Required work: The entries follow. Copy every line in which "真美ヶ丘幹線" appears.

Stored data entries
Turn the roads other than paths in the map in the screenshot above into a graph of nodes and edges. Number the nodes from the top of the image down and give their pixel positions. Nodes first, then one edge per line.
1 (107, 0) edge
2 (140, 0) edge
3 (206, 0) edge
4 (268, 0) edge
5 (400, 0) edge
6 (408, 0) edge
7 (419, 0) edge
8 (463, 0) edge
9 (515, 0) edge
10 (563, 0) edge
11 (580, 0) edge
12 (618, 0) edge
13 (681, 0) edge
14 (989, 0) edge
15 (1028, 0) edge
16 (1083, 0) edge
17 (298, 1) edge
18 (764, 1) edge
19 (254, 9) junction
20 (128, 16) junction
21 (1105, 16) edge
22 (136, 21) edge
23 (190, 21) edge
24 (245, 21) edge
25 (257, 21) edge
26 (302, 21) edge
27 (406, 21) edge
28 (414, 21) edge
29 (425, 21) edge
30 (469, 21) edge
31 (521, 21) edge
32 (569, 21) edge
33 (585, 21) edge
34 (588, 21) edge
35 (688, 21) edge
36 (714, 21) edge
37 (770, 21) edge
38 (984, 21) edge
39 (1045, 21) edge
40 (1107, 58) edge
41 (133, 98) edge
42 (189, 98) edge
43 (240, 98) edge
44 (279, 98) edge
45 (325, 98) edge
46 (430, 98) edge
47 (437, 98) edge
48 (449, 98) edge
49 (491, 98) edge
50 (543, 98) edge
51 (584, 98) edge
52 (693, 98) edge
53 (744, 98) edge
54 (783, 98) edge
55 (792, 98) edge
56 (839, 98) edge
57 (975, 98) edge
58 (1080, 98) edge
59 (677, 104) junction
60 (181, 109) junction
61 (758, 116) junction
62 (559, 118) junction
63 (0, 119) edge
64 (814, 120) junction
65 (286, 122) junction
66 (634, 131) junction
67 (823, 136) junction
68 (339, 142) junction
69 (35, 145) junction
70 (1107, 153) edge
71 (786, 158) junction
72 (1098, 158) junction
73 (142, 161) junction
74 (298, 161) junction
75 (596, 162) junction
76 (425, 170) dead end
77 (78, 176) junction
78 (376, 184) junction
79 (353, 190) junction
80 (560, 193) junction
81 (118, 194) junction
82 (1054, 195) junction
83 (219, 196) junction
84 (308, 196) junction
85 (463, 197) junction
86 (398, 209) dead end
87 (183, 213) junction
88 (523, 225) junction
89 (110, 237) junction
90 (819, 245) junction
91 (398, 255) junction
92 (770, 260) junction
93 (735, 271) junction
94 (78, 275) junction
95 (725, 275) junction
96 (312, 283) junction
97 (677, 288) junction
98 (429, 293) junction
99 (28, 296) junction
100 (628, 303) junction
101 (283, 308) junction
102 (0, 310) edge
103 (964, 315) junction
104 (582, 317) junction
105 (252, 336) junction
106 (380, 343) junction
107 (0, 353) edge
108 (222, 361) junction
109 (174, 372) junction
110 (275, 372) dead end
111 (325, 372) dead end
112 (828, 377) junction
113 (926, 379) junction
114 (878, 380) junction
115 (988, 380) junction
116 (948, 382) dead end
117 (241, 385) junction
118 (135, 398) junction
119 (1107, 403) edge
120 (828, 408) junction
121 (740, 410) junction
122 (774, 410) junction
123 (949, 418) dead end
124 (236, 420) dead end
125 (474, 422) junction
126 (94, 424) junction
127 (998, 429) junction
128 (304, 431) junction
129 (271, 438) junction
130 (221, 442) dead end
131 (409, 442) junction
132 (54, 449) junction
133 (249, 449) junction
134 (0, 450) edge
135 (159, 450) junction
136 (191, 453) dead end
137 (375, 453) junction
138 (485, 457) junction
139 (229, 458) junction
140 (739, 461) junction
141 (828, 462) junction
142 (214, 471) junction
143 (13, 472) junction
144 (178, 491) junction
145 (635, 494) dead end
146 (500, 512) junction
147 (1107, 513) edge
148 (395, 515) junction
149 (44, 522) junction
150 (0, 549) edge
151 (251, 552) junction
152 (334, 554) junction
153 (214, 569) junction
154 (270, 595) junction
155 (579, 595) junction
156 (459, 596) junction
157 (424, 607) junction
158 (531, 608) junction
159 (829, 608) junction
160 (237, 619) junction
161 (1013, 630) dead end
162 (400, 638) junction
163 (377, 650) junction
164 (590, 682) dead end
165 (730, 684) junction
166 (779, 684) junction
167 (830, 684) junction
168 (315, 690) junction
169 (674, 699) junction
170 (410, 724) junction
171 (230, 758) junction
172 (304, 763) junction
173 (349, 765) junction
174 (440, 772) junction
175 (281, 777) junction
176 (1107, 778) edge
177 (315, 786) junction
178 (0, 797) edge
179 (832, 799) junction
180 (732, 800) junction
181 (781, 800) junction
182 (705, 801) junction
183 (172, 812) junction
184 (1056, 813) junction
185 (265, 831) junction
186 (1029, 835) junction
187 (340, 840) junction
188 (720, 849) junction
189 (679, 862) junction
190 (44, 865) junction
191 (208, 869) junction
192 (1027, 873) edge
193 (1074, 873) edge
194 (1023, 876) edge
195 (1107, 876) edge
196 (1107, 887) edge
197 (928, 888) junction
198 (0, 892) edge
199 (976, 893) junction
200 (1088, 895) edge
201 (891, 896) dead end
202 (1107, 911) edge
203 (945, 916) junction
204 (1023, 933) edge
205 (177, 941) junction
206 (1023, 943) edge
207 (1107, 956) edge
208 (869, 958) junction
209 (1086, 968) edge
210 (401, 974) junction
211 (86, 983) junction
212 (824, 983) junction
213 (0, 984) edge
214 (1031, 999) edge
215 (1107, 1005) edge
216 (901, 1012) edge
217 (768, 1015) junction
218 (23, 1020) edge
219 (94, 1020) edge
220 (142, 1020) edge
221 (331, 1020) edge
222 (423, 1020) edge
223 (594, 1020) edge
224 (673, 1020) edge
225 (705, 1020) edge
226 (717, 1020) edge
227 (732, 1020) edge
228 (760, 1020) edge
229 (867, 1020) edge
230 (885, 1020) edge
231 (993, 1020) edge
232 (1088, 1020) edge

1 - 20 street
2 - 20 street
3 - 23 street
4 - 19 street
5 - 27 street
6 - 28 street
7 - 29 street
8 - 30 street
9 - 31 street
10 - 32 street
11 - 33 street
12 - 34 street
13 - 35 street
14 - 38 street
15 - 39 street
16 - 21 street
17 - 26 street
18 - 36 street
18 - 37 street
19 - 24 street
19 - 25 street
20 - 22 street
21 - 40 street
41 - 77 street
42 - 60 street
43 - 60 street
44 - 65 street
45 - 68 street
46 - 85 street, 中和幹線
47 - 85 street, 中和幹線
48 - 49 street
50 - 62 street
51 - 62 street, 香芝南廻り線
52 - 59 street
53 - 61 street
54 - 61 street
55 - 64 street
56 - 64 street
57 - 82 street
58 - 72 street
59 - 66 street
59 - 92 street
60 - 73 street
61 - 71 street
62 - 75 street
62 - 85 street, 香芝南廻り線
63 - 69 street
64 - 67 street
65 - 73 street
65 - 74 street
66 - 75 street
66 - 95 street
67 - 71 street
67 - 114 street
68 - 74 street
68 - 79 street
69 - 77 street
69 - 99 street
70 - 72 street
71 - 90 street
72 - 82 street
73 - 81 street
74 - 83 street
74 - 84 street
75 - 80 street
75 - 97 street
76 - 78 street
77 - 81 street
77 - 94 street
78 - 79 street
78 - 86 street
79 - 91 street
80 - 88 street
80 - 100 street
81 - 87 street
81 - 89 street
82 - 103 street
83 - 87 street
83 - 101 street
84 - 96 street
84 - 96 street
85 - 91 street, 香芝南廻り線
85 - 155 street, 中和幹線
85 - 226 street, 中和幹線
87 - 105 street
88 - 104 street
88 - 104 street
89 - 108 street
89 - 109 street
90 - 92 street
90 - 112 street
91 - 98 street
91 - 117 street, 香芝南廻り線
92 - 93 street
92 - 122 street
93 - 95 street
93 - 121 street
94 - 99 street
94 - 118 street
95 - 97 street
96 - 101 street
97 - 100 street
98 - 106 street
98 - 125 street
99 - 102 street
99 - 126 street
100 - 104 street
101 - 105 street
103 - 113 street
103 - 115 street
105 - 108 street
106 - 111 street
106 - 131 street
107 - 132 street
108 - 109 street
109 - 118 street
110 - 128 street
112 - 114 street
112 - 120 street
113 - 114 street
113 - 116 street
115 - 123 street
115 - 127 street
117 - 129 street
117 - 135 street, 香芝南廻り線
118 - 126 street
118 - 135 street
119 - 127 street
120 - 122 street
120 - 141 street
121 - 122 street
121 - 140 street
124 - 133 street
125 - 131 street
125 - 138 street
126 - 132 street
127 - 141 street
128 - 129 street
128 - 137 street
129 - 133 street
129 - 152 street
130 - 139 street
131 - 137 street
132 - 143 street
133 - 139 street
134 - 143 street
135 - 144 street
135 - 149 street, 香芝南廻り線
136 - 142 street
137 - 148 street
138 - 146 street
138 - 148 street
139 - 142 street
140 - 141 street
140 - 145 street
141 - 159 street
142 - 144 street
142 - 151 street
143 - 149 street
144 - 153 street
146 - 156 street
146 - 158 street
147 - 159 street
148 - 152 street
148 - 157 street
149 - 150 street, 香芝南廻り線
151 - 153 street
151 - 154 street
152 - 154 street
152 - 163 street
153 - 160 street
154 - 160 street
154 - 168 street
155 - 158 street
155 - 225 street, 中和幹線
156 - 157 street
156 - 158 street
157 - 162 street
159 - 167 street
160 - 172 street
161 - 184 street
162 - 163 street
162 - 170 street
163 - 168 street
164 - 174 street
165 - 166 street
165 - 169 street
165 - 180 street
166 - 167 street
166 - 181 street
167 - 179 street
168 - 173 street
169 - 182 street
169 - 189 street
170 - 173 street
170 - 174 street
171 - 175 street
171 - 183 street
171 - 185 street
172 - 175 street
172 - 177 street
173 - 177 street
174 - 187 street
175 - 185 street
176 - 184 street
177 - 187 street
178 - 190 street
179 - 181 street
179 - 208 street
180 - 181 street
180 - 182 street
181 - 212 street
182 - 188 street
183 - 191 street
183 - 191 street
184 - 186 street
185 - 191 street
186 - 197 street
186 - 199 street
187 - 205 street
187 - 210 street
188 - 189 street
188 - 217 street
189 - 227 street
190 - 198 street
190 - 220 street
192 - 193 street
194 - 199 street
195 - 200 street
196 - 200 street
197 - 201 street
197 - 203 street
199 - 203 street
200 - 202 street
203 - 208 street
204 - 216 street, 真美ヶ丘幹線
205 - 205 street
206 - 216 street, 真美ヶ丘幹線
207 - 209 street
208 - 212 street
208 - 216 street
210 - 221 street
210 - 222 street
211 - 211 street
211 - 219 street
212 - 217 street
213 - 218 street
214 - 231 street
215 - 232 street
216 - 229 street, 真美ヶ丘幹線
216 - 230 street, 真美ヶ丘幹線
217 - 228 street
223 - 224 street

Solution below:
204 - 216 street, 真美ヶ丘幹線
206 - 216 street, 真美ヶ丘幹線
216 - 229 street, 真美ヶ丘幹線
216 - 230 street, 真美ヶ丘幹線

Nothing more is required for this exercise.